PENASULTRA.ID, KONAWE UTARA – Puluhan masyarakat yang mengaku sebagai pemilik lahan mendatangi lokasi pertambangan nikel PT. Aneka Tambang (Antam) yang berada di blok Tapunopaka, Kabupaten Konawe Utara (Konut), Sulawesi Tenggara (Sultra), Jumat 27 Agustus 2021.
Sesampainya di lokasi, masyarakat pemilik lahan yang tergabung dalam kelompok Samaturu itu langsung memboikot aktivitas pertambangan dengan cara memasang tenda tepatnya di jalan houling menuju pelabuhan terminal khusus (jety) PT. Antam.

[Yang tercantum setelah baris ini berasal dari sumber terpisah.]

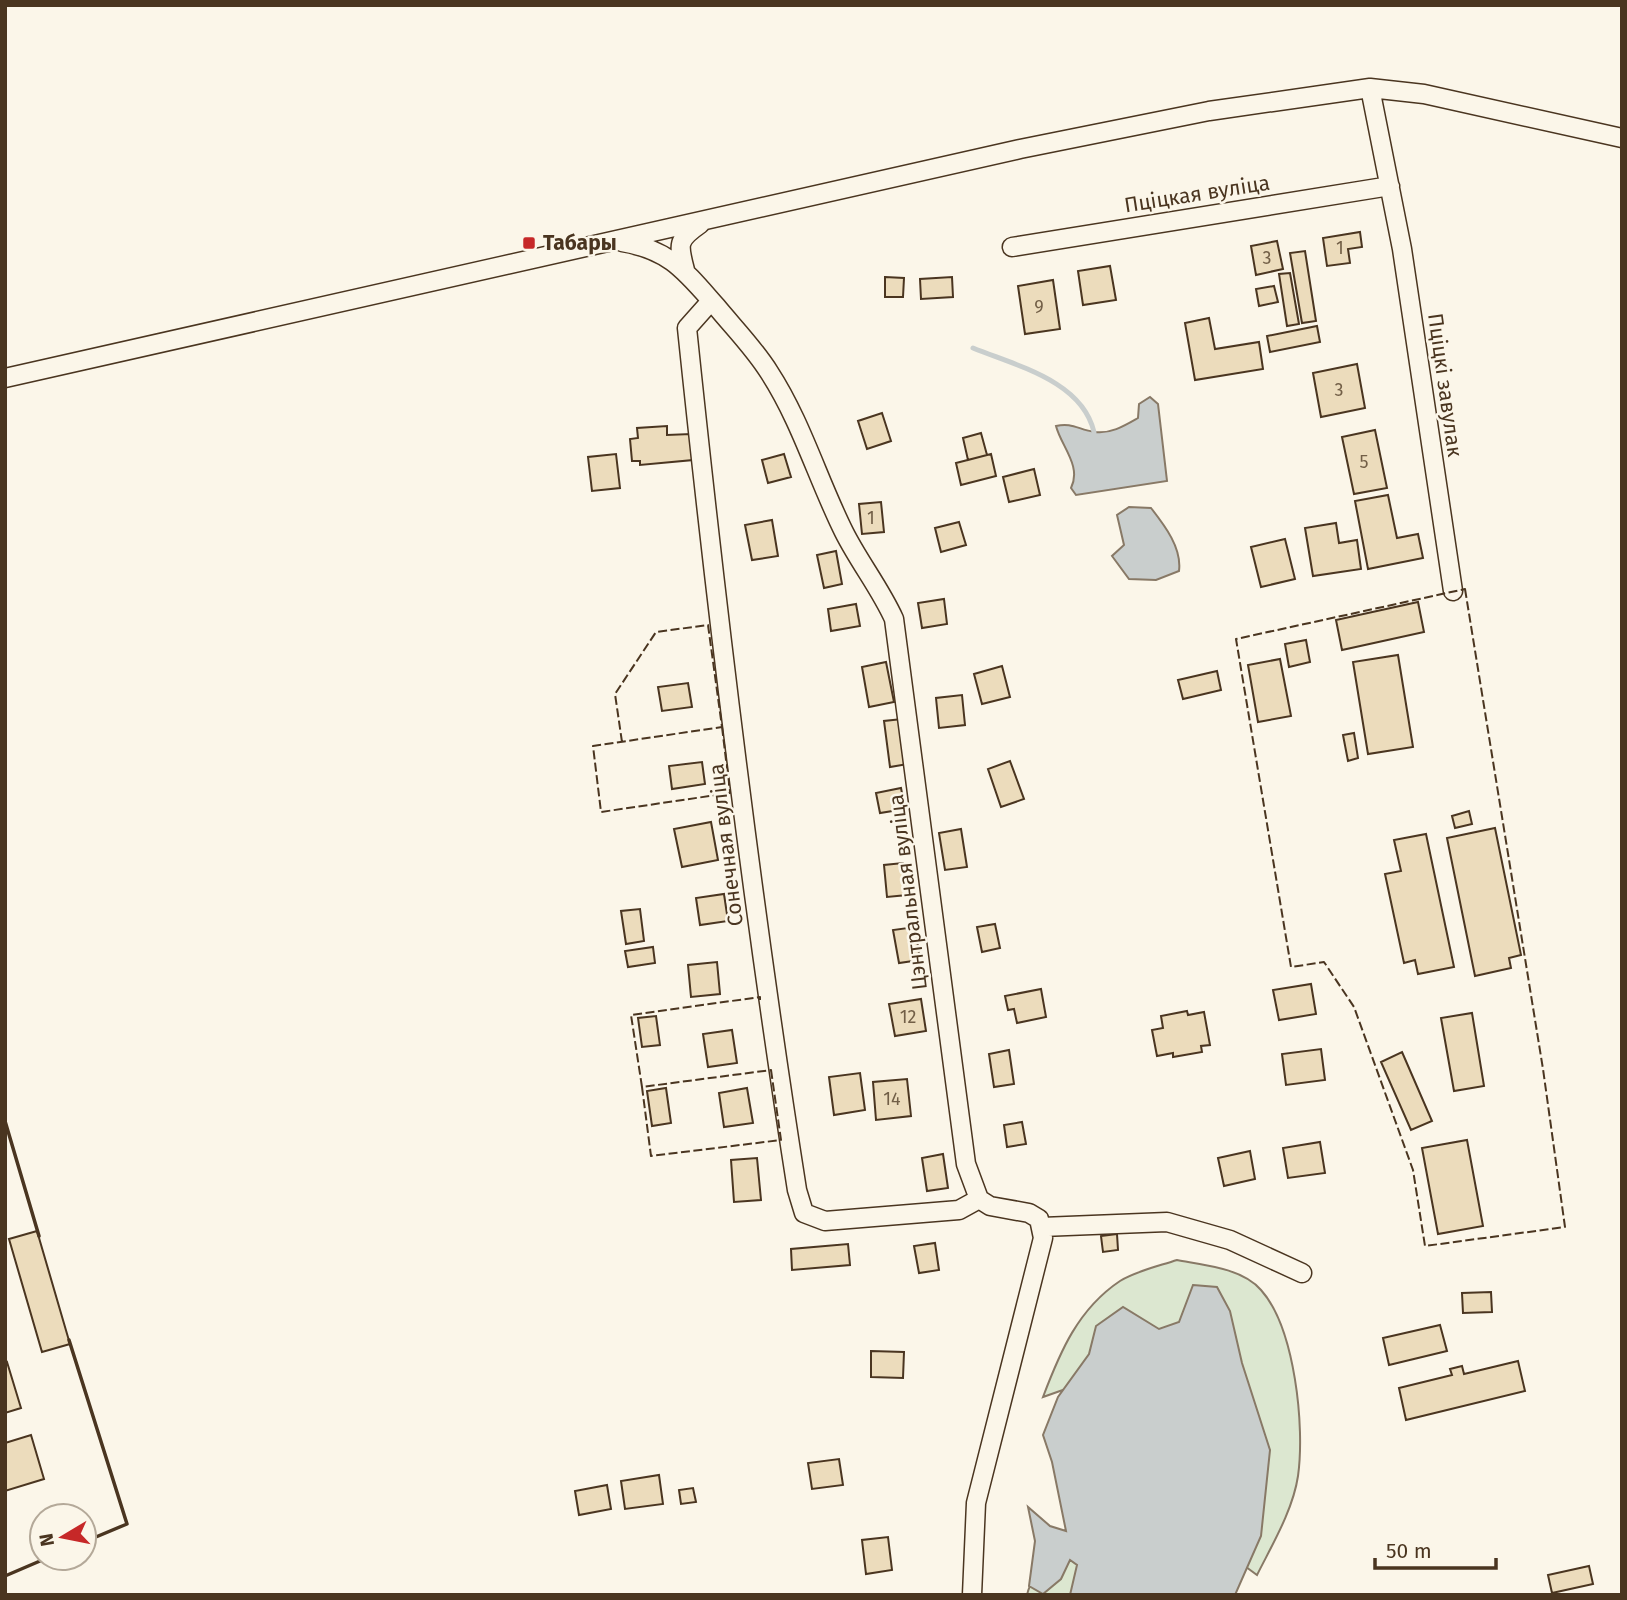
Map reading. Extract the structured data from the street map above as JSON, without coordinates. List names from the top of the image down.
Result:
{
  "streets": {
    "street": [
      "Пціцкая вуліца",
      "Пціцкі завулак",
      "Сонечная вуліца",
      "Цэнтральная вуліца"
    ]
  },
  "crossings": [
    ["Пціцкая вуліца", "Пціцкі завулак"],
    ["Сонечная вуліца", "Цэнтральная вуліца"]
  ],
  "places": {
    "transit": ["Табары"]
  },
  "house_numbers": [
    "1",
    "3",
    "9",
    "3",
    "5",
    "1",
    "12",
    "14"
  ],
  "scale_bar": "50 m",
  "north": "left"
}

Kekesalan masyarakat ini dipicu lantaran hasil yang disepakati saat rapat dengar pendapat (RDP) yang digelar di ruang sidang Dewan Perwakilan Rakyat Daerah (DPRD) Konut pada 12 Agustus 2021 lalu tak dilaksanakan PT. Antam.
Diketahui saat RDP yang juga dihadiri perwakilan Direksi PT. Antam tersebut, pihak DPRD Konut merekomendasikan pemberhentian sementara aktivitas PT. Antam sampai ada upaya negosiasi penyelesaian lahan masyarakat.
Salah satu perwakilan pemilik lahan kelompok Samaturu, Junartin Pagala mengaku, demi mempertahankan haknya, ia bersama dengan para pemilik lahan lainnya rela tidur di atas lumpur beralaskan terpal.
“Kami sebagai pemilik lahan tidak akan meninggalkan lahan kami yang sudah dicuri oleh pihak Antam. Ini sudah jalan terakhir yang dapat kami tempuh,” tegas Junartin.

Sementara itu, di tempat terpisah, Juru Bicara (Jubir) Kelompok Samaturu, Ashari mengatakan, apa yang dilakukan masyarakat pemilik lahan tak lain karena mereka sudah merasa teraniaya selama ini.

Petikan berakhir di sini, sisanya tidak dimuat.